WHAT TO DO - When you transcribe the listing, keep each line exact and drop the pictures.

Top of DATA FOR PROCESSING

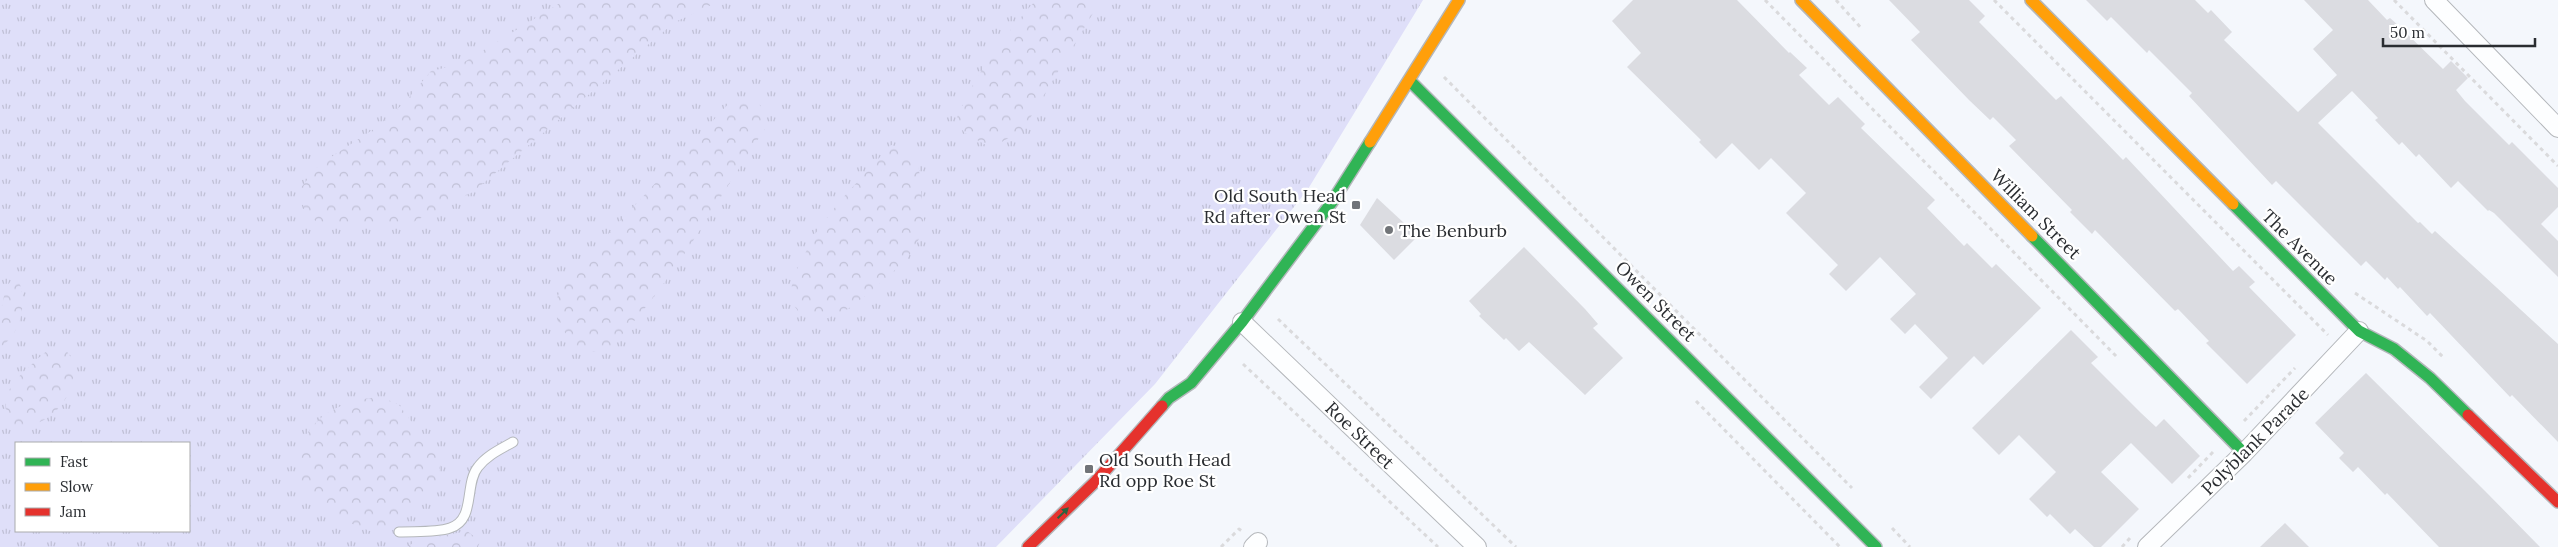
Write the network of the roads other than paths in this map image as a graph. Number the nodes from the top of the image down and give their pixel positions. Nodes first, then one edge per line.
1 (1459, 0) edge
2 (1801, 0) edge
3 (2031, 0) edge
4 (2434, 0) edge
5 (1410, 81) junction
6 (2558, 128) edge
7 (1242, 322) junction
8 (2359, 332) junction
9 (1191, 383) junction
10 (1185, 400) dead end
11 (513, 442) dead end
12 (2244, 454) junction
13 (2558, 502) edge
14 (399, 532) dead end
15 (1028, 547) edge
16 (1477, 547) edge
17 (1876, 547) edge
18 (2147, 547) edge

1 - 5 street
2 - 12 street, William Street
3 - 8 street, The Avenue
4 - 6 street
5 - 7 street
5 - 17 street, Owen Street
7 - 9 street
7 - 16 street, Roe Street
8 - 12 street, Polyblank Parade
8 - 13 street, The Avenue
9 - 10 street
15 -> 9 street
11 - 14 lane
12 - 18 street, Polyblank Parade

Bottom of DATA FOR PROCESSING

REPLY TO THE TASK -
Write the network of the roads other than paths in this map image as a graph. Number the nodes from the top of the image down and give their pixel positions. Nodes first, then one edge per line.
1 (1459, 0) edge
2 (1801, 0) edge
3 (2031, 0) edge
4 (2434, 0) edge
5 (1410, 81) junction
6 (2558, 128) edge
7 (1242, 322) junction
8 (2359, 332) junction
9 (1191, 383) junction
10 (1185, 400) dead end
11 (513, 442) dead end
12 (2244, 454) junction
13 (2558, 502) edge
14 (399, 532) dead end
15 (1028, 547) edge
16 (1477, 547) edge
17 (1876, 547) edge
18 (2147, 547) edge

1 - 5 street
2 - 12 street, William Street
3 - 8 street, The Avenue
4 - 6 street
5 - 7 street
5 - 17 street, Owen Street
7 - 9 street
7 - 16 street, Roe Street
8 - 12 street, Polyblank Parade
8 - 13 street, The Avenue
9 - 10 street
15 -> 9 street
11 - 14 lane
12 - 18 street, Polyblank Parade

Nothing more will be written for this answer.